Library of Congress/Emilio Segrè Visual Archives

The physicist David Bohm after refusing
to testify before the House Un-American
Activities Committee, 1949

One of the upshots of the story that Becker tells is that this is all nonsense. Einstein was out of step with his fellow physicists for the simple reason that he thought more clearly and spoke more honestly than they did. It turns out that Einstein was the first to put his finger on what was genuinely new and shocking about quantum mechanics.6 But since nobody listened to him, this important part of his achievement is only now, more than half a century after his death, and unbeknownst to his many learned biographers, finally coming into view.

The first fully developed, old-fashioned, objectively realistic alternative to the orthodox version of quantum mechanics—the one I referred to above that has both waves and particles in it—was published in the early 1950s by the American physicist David Bohm, just as he was being hounded out of the country for refusing to testify before the House Un-American Activities Committee. In 1952, when he was in exile in Brazil, a physicist named Max Dresden gave a talk about Bohm’s discoveries at the Institute for Advanced Study in Princeton, which was perhaps the most important center of theoretical physics at that time, and the reaction seems to have been vicious. According to Becker’s reconstruction, “One person called Bohm ‘a public nuisance.’ Another called him a traitor, and still another said he was a Trotskyite.”7 J. Robert Oppenheimer, the director of the institute, had earlier said of Bohm’s theory that “we consider it juvenile deviationism,” and when he was asked if he had actually read Bohm’s papers, he replied, “We don’t waste our time.” His famous advice to those assembled at Dresden’s talk was that “if we cannot disprove Bohm, then we must agree to ignore him.”

And that is what happened. Bohm had shown, decisively and for the first time, and by means of an explicit counterexample, that what Bohr and his circle had been saying was wrong. And the response—apart from one or two badly confused objections—was a cruel wall of silence. Bohm was devastated, bounced around from country to country before eventually settling at Birkbeck College in London, and seems to have decided not to mention his beautiful theory to anybody ever again.8 It languished in almost perfect obscurity until 1964, when the Irish physicist John Bell began to seriously study it and wondered why he had never heard anybody talk about it before, and did what he could, in a brilliant series of talks and papers, to make it clearer and more accessible. It wasn’t until sometime in the 1980s that a small and embattled community of physicists, mathematicians, and philosophers who had learned of the theory from Bell, began to take an active interest in what Bohm had done. His theory is now regarded as one of the two or three most important achievements in the history of our understanding of quantum mechanics.
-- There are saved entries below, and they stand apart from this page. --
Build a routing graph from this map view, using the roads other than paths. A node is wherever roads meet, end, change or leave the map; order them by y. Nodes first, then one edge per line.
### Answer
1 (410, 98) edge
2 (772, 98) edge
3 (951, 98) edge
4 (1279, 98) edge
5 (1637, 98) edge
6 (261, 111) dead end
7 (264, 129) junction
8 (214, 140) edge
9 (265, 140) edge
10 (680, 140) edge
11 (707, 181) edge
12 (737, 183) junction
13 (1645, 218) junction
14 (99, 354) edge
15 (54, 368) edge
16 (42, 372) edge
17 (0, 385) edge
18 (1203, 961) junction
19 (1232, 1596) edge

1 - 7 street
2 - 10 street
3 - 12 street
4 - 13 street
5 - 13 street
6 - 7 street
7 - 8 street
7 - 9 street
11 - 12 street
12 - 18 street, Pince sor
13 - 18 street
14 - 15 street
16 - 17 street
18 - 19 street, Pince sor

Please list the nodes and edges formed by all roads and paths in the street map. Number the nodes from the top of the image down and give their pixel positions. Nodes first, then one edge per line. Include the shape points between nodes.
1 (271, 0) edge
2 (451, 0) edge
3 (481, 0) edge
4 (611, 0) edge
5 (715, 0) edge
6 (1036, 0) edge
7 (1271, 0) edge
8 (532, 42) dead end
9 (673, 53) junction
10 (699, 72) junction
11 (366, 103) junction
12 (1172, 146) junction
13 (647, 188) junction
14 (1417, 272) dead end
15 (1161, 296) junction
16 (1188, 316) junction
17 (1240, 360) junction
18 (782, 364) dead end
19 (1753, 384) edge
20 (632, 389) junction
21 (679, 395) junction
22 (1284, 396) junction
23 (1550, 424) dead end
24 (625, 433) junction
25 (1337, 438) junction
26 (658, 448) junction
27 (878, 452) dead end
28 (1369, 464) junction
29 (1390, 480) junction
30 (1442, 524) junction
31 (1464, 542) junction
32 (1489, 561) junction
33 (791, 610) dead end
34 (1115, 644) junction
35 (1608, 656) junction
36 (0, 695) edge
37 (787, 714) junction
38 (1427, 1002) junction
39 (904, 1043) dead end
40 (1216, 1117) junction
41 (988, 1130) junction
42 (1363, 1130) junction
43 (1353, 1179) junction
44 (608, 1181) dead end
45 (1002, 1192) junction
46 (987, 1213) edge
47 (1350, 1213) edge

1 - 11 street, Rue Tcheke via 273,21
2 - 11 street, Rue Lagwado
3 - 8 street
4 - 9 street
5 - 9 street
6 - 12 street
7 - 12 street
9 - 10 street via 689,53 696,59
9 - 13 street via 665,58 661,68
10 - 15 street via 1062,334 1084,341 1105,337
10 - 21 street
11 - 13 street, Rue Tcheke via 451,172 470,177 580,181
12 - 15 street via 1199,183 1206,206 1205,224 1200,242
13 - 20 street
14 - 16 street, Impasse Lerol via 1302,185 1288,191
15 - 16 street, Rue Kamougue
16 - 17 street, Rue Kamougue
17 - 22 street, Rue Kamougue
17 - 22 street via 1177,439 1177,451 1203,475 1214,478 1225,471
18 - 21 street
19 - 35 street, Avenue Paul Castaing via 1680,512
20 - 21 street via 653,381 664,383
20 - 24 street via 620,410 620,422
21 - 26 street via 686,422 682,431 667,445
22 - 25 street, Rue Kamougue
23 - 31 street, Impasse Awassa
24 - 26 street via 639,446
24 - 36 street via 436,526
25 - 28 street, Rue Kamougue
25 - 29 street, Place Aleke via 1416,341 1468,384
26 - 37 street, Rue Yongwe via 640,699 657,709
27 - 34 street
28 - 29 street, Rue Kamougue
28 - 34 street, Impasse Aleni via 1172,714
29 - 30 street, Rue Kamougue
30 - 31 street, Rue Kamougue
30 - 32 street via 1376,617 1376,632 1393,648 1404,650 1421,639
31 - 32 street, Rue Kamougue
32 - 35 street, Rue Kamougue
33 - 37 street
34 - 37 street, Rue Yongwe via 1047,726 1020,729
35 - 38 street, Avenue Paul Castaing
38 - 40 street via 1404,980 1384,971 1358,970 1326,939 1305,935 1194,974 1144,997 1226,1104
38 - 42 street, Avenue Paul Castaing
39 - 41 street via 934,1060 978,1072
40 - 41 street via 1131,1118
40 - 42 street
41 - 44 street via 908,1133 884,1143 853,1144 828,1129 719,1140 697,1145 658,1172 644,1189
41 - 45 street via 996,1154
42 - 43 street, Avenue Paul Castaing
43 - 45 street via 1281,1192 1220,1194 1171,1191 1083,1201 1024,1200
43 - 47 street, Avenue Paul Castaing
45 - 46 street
What all these people were fighting about was the scope, ambition, and presumption of the scientific project. The story we have always been told about that dispute is that Bohr and his circle were at the vanguard of a brave and visionary intellectual upheaval, and that figures like Einstein and Schrödinger and Bohm and Bell, notwithstanding their undisputed brilliance, were somehow too timid or small-minded or mired in traditional ways of thinking to keep up.

But it turns out to have been much more complicated than that—and it might even be argued, in light of all we have learned in the meantime, that exactly the opposite was true. It might be argued that what is genuinely and permanently revolutionary about the scientific imagination is the original, unbounded, omnivorous, terrifying aspiration to reduce the entire world, and ourselves, and all our doings, to a vast concatenation of simple mechanical pushings and pullings. That’s what can never entirely be taken in. That’s what discomposes every pretense to wisdom. What Bohr and his circle were up to (in this way of looking at things) was a profoundly conservative attempt—something not altogether unlike the attempt of the Vatican three hundred years earlier, in the case of Galileo—to somehow set a limit to aspirations like that. But the business of setting such limits turned out not to be as easy as any of them had imagined.